After David sees and comprehends his sin, as a minister of reconciliation, Nathan immediately reminds him of past grace that God already showed him but also promises him present and future grace because David is part of the covenant family of God. Nathan reminds David of who he is; chosen by God, forgiven, and loved in spite of his sin. When we confront someone in grace, we do not call out sin for the purpose of guilt , we extend grace and challenge them to be who they already are in Christ—redeemed, holy saints who are empowered to walk in righteousness (Rom 6:16-18).
Finally, it is Nathan’s extending of grace that inspires Psalm 51, the most foundational and beautiful Psalm on repentance we have. In it, David earnestly repents for his sin, but he also leads Israel and every future believer in how to respond to sin saying that through his experience he will teach other transgressors God’s ways and sinners will return to him (Ps 51:13).
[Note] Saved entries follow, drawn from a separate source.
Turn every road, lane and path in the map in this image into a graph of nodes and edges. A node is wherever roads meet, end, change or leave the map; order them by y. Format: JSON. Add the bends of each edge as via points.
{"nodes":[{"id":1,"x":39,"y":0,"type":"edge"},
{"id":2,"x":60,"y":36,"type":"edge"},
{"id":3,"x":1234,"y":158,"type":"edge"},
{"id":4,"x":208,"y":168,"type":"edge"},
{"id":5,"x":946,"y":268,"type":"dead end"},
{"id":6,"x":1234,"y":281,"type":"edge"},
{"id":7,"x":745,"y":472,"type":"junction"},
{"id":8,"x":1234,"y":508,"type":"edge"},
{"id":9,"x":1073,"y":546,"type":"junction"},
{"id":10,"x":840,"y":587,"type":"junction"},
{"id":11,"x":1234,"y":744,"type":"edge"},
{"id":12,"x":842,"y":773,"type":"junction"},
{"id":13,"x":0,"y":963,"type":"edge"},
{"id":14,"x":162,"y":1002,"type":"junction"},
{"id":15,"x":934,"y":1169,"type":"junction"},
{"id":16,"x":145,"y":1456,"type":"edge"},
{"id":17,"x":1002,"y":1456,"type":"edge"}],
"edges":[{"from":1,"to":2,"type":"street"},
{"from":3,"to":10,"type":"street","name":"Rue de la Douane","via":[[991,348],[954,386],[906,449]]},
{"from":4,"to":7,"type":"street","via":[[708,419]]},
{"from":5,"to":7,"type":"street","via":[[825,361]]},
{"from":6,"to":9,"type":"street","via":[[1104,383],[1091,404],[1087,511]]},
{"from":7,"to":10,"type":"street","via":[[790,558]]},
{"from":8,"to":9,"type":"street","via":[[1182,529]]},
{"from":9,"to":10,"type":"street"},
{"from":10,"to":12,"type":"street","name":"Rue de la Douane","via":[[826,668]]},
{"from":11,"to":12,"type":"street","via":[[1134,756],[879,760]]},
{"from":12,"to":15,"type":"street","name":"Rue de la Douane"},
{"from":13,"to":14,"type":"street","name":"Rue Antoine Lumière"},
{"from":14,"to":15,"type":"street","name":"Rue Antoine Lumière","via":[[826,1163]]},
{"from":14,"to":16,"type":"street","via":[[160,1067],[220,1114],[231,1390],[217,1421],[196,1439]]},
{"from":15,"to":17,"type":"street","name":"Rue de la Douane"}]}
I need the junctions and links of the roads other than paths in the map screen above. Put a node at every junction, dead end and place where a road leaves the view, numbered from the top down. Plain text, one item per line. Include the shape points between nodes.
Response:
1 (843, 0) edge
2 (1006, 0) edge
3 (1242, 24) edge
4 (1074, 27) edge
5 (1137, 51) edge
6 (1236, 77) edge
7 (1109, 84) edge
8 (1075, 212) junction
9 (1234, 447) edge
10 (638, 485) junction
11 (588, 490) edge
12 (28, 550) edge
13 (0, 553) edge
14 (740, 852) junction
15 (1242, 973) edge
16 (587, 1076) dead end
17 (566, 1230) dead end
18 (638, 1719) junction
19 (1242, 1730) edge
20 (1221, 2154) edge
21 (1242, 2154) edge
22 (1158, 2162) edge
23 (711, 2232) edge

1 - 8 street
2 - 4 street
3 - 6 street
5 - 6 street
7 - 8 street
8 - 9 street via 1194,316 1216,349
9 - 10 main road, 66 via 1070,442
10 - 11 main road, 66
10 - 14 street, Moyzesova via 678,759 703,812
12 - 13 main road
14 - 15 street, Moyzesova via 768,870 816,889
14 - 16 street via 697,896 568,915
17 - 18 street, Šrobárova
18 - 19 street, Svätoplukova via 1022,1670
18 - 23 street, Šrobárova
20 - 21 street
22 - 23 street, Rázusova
David gives language to corporate confession, leading the people of God into repentance with the beautiful assurance of grace.
Imagine that Nathan had left David alone thinking, what I heard probably isn’t true, or at least it’s not the whole truth. David loves the Lord, I’ll give him the benefit of the doubt. Nathan’s willingness to be a minister of reconciliation not only grew him in obedience to God but led David to repentance and a deeper understanding of God’s wonderful grace. This is the power of extending grace to one another. In Christ, we have the promises of the gospel, the power of the Spirit, and the assurance that God extends the benefit of grace to every single sin.